Local officials and supporters of the Caponi Art Park and Learning Center hope to cobble together more than $1 million in public funding for the city to purchase the remaining private portion of the park on Diffley Road, preserving the land while a nonprofit organization continues to provide arts-focused programs at the unconventional park.

Questions about the fate of the art park have long worried its supporters, who've feared it might fade someday with the passing of its charismatic founder, Anthony Caponi, a retired Macalester College professor who is now 90 and still active as an artist.

In 2005, the city purchased about half of the 60-acre park from the Caponi family with financial support from the county and other grant programs. The nonprofit Caponi Art Park and Learning Center took out a mortgage to buy the remaining land, which holds the bulk of the sculptures and the Caponi family home and studio.

But the nonprofit, which has been expanding programs as attendance climbs, has been unable to make payments on that debt. The arrangement has been flexible so far because the mortgage is owned by the Caponi family.

About a year ago, serious conversations began about public ownership of the entire park.

"We've just all decided this is the best way to go," said Craig Harris, president of the nonprofit's board of directors. "There's no doubt that long-term, this land is preserved."

The city is applying this month for two grants from the Minnesota Department of Natural Resources, hoping for about $400,000 in total. If that comes through, Dakota County has pledged up to $400,000 from its Farmland and Natural Areas Preservation program, and the city of Eagan would also pitch in $300,000 to $400,000 -- most likely from a pool of park dedication funds collected from developers over the years -- to purchase the remainder of the park.

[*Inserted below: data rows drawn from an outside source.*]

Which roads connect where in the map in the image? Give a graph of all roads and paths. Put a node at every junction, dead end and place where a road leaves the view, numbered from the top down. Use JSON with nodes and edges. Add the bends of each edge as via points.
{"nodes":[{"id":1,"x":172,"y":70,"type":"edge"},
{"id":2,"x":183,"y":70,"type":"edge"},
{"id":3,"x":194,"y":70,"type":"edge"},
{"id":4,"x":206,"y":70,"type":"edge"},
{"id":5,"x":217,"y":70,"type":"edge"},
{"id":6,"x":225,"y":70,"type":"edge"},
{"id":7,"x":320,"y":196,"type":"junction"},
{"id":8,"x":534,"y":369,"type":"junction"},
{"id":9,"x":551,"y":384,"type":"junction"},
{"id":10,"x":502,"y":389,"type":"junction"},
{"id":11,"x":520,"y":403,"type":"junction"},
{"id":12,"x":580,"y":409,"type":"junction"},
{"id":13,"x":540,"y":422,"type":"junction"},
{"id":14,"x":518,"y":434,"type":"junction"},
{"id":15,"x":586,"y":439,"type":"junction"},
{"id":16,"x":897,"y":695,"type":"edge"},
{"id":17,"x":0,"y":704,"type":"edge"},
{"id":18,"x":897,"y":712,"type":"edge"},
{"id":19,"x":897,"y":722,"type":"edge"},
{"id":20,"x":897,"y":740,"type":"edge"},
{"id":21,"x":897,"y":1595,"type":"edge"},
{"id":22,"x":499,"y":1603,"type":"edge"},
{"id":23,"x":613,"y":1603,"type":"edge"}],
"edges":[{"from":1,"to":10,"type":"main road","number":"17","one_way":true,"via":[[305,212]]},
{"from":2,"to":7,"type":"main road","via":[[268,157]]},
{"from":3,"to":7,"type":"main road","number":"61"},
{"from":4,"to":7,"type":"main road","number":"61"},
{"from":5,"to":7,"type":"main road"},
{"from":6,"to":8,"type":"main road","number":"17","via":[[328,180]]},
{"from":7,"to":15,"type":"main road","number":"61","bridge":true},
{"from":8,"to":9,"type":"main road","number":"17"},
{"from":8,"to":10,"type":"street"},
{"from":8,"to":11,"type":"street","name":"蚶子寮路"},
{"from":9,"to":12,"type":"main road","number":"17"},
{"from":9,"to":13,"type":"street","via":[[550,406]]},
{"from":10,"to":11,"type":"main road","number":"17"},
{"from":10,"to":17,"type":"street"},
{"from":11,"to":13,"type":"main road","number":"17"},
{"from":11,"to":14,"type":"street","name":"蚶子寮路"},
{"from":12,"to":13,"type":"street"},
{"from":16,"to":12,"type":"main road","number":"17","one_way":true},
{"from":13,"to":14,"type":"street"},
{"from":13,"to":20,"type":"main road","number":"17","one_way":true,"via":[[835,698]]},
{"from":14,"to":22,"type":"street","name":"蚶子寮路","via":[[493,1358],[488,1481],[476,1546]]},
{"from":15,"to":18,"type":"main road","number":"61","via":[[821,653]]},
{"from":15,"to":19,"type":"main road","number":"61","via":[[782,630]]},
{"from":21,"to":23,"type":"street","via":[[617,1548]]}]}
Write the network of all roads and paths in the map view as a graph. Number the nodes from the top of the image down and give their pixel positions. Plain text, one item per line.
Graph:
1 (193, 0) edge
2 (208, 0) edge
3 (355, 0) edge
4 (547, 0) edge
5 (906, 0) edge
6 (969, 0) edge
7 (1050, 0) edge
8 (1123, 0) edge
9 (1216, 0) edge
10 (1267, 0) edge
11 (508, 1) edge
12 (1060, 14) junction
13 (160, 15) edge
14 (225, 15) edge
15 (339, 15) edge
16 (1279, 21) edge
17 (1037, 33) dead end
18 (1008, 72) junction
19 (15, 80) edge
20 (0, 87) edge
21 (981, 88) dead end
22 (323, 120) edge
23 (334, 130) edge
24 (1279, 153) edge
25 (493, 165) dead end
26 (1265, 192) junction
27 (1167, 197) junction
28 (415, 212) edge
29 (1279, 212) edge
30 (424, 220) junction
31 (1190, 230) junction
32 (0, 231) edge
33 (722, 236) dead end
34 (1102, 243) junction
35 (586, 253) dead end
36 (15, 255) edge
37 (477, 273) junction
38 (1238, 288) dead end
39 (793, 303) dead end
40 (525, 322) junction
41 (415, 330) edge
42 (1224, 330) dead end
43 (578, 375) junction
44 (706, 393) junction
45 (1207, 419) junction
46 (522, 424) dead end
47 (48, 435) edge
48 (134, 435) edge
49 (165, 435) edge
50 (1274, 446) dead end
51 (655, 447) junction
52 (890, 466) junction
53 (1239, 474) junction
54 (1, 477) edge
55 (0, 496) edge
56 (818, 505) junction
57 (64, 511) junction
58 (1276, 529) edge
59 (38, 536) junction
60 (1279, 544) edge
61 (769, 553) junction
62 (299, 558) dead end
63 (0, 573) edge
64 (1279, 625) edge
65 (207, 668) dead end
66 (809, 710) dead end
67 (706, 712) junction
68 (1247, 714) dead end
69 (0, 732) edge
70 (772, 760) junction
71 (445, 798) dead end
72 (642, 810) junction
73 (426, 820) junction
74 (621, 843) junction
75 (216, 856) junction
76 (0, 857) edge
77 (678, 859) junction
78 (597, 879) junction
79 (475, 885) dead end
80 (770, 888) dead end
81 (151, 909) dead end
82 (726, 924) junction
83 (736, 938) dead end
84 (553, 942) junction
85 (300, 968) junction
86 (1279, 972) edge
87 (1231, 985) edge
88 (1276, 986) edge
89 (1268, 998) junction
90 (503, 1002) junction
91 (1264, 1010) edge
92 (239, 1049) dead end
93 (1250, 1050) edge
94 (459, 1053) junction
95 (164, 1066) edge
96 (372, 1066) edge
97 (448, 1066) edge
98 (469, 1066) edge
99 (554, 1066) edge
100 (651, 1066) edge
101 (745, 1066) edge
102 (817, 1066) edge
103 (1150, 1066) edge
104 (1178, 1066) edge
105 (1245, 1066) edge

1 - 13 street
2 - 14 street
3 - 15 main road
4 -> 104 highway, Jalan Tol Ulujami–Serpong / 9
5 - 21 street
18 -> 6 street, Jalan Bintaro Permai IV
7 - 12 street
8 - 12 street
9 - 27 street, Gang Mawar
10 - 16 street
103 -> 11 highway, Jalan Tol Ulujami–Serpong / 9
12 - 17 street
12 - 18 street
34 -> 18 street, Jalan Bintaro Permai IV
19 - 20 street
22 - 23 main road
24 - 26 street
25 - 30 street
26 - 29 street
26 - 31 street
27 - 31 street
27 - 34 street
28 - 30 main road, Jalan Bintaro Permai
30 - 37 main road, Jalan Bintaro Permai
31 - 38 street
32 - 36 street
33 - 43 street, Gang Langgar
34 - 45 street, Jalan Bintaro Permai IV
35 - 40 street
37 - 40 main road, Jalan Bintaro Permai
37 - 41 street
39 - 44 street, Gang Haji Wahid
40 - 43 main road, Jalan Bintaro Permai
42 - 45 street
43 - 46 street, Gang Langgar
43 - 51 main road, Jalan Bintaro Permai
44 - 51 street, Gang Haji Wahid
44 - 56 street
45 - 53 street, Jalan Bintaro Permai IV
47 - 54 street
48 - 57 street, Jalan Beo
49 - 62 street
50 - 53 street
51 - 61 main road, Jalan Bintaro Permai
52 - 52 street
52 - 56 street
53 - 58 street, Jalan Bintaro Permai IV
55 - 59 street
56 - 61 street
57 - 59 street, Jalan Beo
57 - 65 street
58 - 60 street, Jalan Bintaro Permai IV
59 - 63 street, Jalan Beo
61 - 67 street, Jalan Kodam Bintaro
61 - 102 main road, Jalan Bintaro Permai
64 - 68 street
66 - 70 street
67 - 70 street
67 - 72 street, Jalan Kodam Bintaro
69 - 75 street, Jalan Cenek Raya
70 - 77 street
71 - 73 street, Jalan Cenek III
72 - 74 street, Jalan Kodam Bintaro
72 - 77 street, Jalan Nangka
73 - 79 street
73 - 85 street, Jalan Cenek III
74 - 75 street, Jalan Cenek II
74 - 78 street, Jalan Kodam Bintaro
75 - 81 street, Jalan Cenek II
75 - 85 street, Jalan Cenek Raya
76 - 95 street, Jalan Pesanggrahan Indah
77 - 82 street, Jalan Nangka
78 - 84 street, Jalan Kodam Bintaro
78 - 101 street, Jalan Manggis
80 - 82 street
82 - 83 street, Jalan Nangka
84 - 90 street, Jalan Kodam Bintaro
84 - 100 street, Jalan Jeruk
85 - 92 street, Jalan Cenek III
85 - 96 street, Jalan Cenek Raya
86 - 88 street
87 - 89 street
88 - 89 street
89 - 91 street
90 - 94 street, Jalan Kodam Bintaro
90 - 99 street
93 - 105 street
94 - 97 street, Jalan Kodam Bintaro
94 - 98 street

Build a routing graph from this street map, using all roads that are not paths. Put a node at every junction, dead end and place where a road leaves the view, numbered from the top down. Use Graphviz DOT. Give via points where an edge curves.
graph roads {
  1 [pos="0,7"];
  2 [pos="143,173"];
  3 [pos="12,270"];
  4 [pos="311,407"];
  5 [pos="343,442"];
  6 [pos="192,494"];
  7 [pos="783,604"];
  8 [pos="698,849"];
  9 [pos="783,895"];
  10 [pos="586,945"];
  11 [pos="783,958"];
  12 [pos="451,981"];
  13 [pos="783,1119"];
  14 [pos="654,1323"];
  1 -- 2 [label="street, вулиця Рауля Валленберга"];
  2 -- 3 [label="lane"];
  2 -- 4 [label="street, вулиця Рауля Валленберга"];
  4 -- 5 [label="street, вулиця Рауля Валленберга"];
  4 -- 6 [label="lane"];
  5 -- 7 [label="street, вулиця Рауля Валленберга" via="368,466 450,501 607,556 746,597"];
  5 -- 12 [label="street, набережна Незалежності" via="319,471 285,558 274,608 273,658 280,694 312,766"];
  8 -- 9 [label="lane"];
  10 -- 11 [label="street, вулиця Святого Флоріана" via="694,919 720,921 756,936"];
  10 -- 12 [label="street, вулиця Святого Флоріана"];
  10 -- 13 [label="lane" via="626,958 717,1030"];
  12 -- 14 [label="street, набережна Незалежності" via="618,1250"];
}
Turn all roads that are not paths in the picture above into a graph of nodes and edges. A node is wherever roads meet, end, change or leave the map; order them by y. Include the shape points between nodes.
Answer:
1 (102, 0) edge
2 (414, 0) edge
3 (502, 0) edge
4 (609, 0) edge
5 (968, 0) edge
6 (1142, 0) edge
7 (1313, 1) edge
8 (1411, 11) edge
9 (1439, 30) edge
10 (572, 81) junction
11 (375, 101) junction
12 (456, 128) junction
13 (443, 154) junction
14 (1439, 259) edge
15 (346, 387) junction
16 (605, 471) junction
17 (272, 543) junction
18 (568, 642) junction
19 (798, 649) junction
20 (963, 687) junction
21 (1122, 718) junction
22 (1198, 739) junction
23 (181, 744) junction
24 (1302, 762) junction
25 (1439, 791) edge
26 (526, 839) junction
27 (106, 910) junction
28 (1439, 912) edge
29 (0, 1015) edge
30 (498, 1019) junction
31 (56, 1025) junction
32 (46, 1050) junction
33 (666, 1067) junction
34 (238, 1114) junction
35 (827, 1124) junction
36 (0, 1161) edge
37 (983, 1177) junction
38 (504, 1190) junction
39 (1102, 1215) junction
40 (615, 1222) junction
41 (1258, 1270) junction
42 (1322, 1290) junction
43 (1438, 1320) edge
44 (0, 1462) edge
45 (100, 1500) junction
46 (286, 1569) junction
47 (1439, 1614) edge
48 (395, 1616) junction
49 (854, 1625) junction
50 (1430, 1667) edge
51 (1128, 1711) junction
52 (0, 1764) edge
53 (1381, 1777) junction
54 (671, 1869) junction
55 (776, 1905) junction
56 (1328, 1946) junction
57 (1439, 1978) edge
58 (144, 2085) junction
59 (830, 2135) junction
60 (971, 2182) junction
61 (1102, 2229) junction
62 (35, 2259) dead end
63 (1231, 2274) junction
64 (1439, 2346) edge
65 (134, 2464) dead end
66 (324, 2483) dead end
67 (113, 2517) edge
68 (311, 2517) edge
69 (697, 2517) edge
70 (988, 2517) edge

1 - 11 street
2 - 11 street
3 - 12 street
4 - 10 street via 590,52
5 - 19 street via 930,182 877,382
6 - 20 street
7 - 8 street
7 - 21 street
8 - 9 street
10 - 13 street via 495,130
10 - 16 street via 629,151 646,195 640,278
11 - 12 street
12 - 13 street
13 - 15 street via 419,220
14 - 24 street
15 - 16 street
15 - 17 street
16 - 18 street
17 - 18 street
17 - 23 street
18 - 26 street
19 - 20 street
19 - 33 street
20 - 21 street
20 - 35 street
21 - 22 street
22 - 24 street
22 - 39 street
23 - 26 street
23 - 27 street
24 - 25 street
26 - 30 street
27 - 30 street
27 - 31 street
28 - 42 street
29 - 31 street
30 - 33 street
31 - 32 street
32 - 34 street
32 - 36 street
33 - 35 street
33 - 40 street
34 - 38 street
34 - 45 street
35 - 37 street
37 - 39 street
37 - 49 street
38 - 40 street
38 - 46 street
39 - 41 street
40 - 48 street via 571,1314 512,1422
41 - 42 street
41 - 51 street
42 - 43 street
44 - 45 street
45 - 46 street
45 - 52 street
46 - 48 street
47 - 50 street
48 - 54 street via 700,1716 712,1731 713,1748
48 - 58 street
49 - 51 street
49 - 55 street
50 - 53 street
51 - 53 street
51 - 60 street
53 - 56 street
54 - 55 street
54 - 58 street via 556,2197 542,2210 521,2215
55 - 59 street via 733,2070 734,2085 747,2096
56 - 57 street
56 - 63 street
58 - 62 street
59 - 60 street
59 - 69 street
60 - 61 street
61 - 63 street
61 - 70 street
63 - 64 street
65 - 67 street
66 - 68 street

The Caponi Art Park and Learning Center nonprofit, which will also put money toward the purchase, will continue to operate the park and its array of arts programming.

Caponi, a sculptor, and his wife, Cheryl, have been developing the park for decades, integrating artwork into the landscape and weaving trails throughout the property. Performances are staged in a natural amphitheater, and art classes are also held on site.

The park, which opens on May 1 this year, is free for anyone to visit. The number of visitors has jumped from 4,200 in 2007 to 17,000 last year. "The growth is amazing," Harris said. "More and more people are finding out about it."

Eagan Mayor Mike Maguire said preservation of the park has long been a city priority because it's a unique asset and a key piece of a large swath of undeveloped land. The art park on Diffley Road is sandwiched between Patrick Eagan Park to the north and an outdoor athletic field complex to the south.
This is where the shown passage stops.